All persons within the jurisdiction of this state have the right to be free from any violence, or intimidation by threat of violence, committed against their persons or property because of political affiliation, or on account of any characteristic listed or defined in subdivision (b) or (e) of Section 51 [including race], or position in a labor dispute, or because another person perceives them to have one or more of those characteristics.
Cal. Civ. Code § 51.7(a) (West). "In order to establish a section 51.7 claim, a plaintiff must show '(1) the defendant threatened or committed violent acts against the plaintiff; (2) the defendant was motivated by his perception of plaintiff's race; (3) the plaintiff was harmed; and (4) the defendant's conduct was a substantial factor in causing the plaintiff's harm.'" Warren v. Marcus, 78 F. Supp. 3d 1228, 1248 (N.D. Cal. 2015) (quoting Knapps v. City of Oakland, 647 F. Supp. 2d 1129, 1167 (N.D. Cal. 2009)). Defendants move for summary judgment on the grounds that there is no evidence that Burnette's actions were motivated by Harmon's race. (ECF No. 25-1 at 10.) This Court agrees. Plaintiffs have failed to demonstrate a genuine dispute of fact as to whether Defendants were motivated by racial animus when Harmon was shot. The only fact that Plaintiffs have offered to support this claim is that Harmon was an African American male and that he was shot. This clearly is not enough to support animus. See Warren v. Marcus, 78 F. Supp. 3d 1228, 1248 (N.D. Cal. 2015) (dismissing § 51.7 claim where the plaintiff testified that after he was shot, he heard someone use a racial epithet, but the plaintiff did not dispute the defendant's statement that he did not approach plaintiff following the shooting or use a racial epithet). Accordingly, the Court grants summary judgment as to Plaintiffs' § 51.7 claim.

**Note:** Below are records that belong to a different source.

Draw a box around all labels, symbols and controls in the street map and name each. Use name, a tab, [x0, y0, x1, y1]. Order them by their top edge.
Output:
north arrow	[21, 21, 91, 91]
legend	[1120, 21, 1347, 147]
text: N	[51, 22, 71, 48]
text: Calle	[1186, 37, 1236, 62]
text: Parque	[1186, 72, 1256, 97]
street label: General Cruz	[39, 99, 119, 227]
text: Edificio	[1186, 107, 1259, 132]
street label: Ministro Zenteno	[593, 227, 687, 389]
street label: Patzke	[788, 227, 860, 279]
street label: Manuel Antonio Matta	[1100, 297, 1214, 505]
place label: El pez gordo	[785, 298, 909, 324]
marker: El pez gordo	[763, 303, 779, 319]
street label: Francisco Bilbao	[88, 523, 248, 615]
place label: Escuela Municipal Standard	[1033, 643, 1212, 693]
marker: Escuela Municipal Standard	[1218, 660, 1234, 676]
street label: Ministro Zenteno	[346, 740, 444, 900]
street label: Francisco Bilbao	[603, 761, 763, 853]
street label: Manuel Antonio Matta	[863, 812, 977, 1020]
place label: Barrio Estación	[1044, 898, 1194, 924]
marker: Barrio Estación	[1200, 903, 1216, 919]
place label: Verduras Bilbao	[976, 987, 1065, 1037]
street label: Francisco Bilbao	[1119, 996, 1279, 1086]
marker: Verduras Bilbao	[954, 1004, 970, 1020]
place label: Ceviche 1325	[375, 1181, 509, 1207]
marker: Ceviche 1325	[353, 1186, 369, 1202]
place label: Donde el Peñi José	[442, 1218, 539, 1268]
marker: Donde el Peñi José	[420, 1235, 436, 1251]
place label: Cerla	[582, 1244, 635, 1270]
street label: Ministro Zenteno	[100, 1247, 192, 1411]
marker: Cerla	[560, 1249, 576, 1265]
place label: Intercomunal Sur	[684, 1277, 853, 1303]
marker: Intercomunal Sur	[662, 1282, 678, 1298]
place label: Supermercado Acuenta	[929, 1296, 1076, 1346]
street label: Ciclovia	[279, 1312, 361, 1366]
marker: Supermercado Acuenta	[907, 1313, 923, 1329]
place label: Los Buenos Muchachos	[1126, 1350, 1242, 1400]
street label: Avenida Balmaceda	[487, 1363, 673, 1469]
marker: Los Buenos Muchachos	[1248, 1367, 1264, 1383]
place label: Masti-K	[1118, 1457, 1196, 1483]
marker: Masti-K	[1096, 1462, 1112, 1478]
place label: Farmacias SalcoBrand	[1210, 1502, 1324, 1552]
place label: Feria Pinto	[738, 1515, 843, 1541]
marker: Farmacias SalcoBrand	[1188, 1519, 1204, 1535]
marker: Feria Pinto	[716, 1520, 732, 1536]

I. Plaintiffs' Thirteenth Cause of Action for Intentional Infliction of Emotional Distress

Plaintiffs' Thirteenth Cause of Action for intentional infliction of emotional distress ("IIED") is brought by the Plaintiffs' estate on behalf of Harmon. (ECF No. 14 at ¶ 68.) Defendants assert that this claim should be dismissed because under California law, damages recoverable by the estate of a decedent do not include damages for emotional distress. (ECF No. 25-1 at 10.) Again, the Court notes that Plaintiffs' opposition is devoid of any argument on the subject.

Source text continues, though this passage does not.